#### Data supplied ####

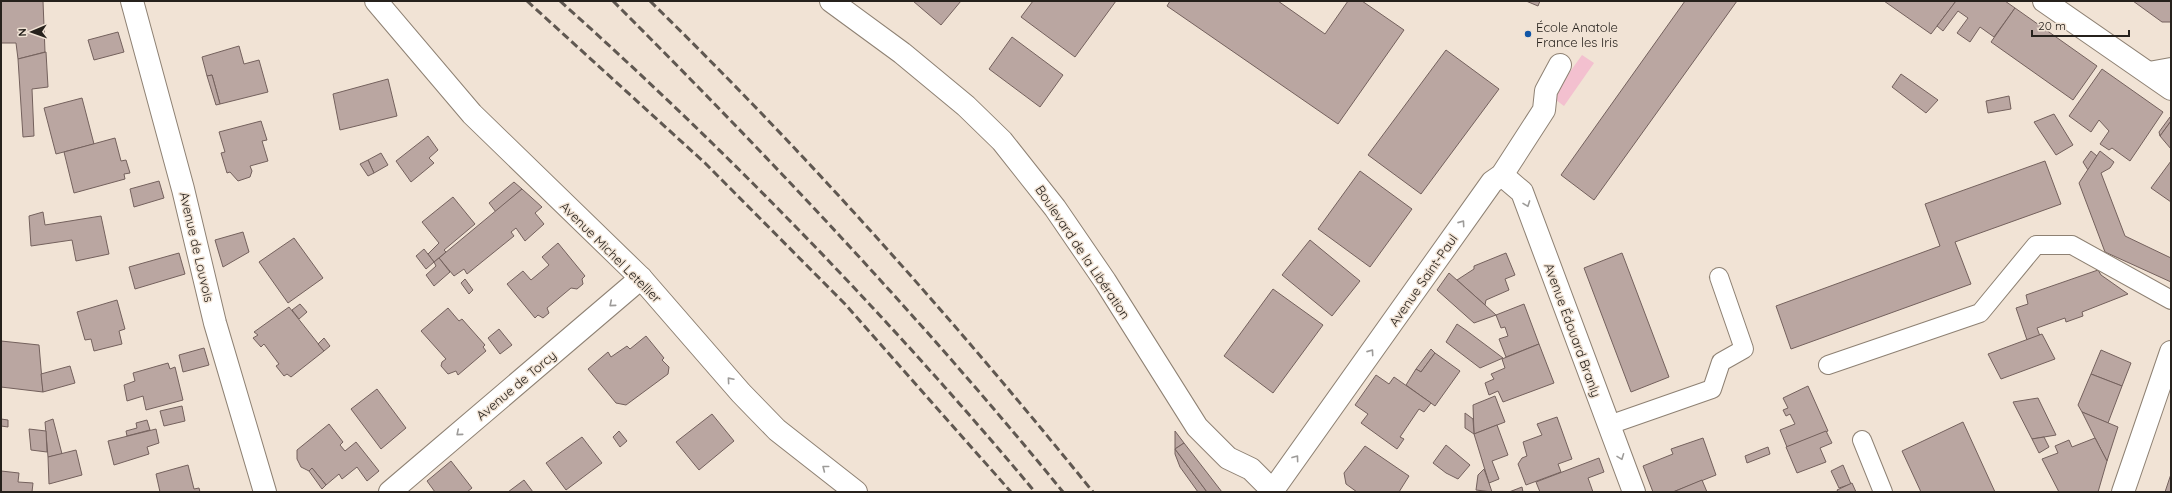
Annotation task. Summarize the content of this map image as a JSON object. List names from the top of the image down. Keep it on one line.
{"streets":{"street":["Avenue de Louvois","Avenue Michel Letellier","Boulevard de la Libération","Avenue Saint-Paul","Avenue Édouard Branly","Avenue de Torcy"]},"crossings":[["Avenue Michel Letellier","Avenue de Torcy"],["Boulevard de la Libération","Avenue Saint-Paul"],["Avenue Saint-Paul","Avenue Édouard Branly"]],"one_way":["Avenue Michel Letellier","Avenue Saint-Paul","Avenue Édouard Branly","Avenue de Torcy"],"places":["École Anatole France les Iris"],"scale_bar":"20 m","north":"left"}
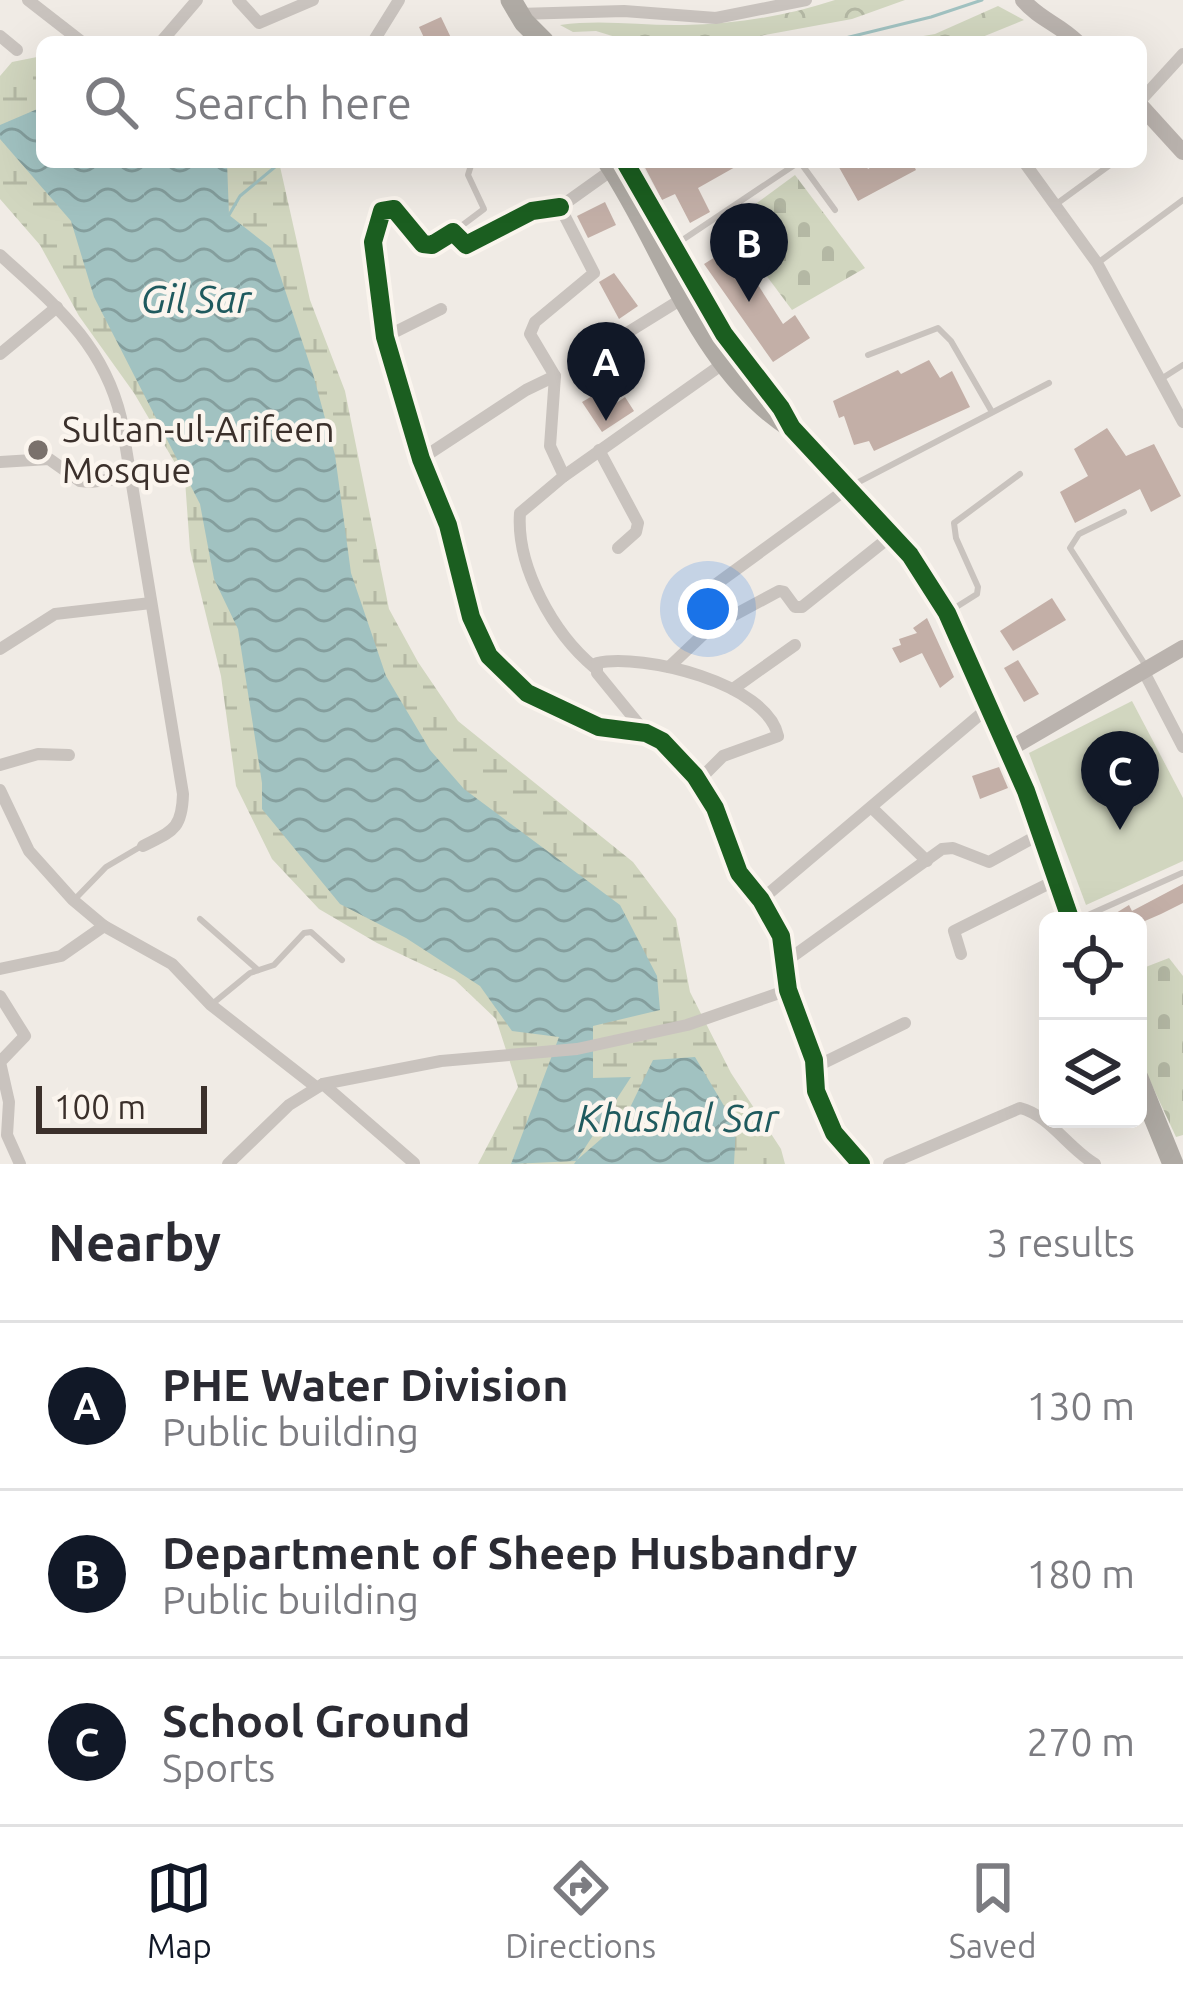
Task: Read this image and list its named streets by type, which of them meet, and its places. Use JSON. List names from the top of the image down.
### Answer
{
  "water": ["Gil Sar", "Khushal Sar"],
  "places": ["Sultan-ul-Arifeen Mosque"],
  "scale_bar": "100 m",
  "page": {
    "search": "Search here",
    "pins": ["B", "A", "C"],
    "scale": "100 m",
    "heading": ["Nearby", "3 results"],
    "list": [
      {
        "mark": "A",
        "name": "PHE Water Division",
        "note": "Public building",
        "value": "130 m"
      },
      {
        "mark": "B",
        "name": "Department of Sheep Husbandry",
        "note": "Public building",
        "value": "180 m"
      },
      {
        "mark": "C",
        "name": "School Ground",
        "note": "Sports",
        "value": "270 m"
      }
    ],
    "nav": ["Map", "Directions", "Saved"]
  }
}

####

Your assignment → Leave out the pictures and copy the rest of the material above exactly.

Solution for this problem →
Annotation task. Summarize the content of this map image as a JSON object. List names from the top of the image down. Keep it on one line.
{"streets":{"street":["Avenue de Louvois","Avenue Michel Letellier","Boulevard de la Libération","Avenue Saint-Paul","Avenue Édouard Branly","Avenue de Torcy"]},"crossings":[["Avenue Michel Letellier","Avenue de Torcy"],["Boulevard de la Libération","Avenue Saint-Paul"],["Avenue Saint-Paul","Avenue Édouard Branly"]],"one_way":["Avenue Michel Letellier","Avenue Saint-Paul","Avenue Édouard Branly","Avenue de Torcy"],"places":["École Anatole France les Iris"],"scale_bar":"20 m","north":"left"}
Task: Read this image and list its named streets by type, which of them meet, and its places. Use JSON. List names from the top of the image down.
### Answer
{
  "water": ["Gil Sar", "Khushal Sar"],
  "places": ["Sultan-ul-Arifeen Mosque"],
  "scale_bar": "100 m",
  "page": {
    "search": "Search here",
    "pins": ["B", "A", "C"],
    "scale": "100 m",
    "heading": ["Nearby", "3 results"],
    "list": [
      {
        "mark": "A",
        "name": "PHE Water Division",
        "note": "Public building",
        "value": "130 m"
      },
      {
        "mark": "B",
        "name": "Department of Sheep Husbandry",
        "note": "Public building",
        "value": "180 m"
      },
      {
        "mark": "C",
        "name": "School Ground",
        "note": "Sports",
        "value": "270 m"
      }
    ],
    "nav": ["Map", "Directions", "Saved"]
  }
}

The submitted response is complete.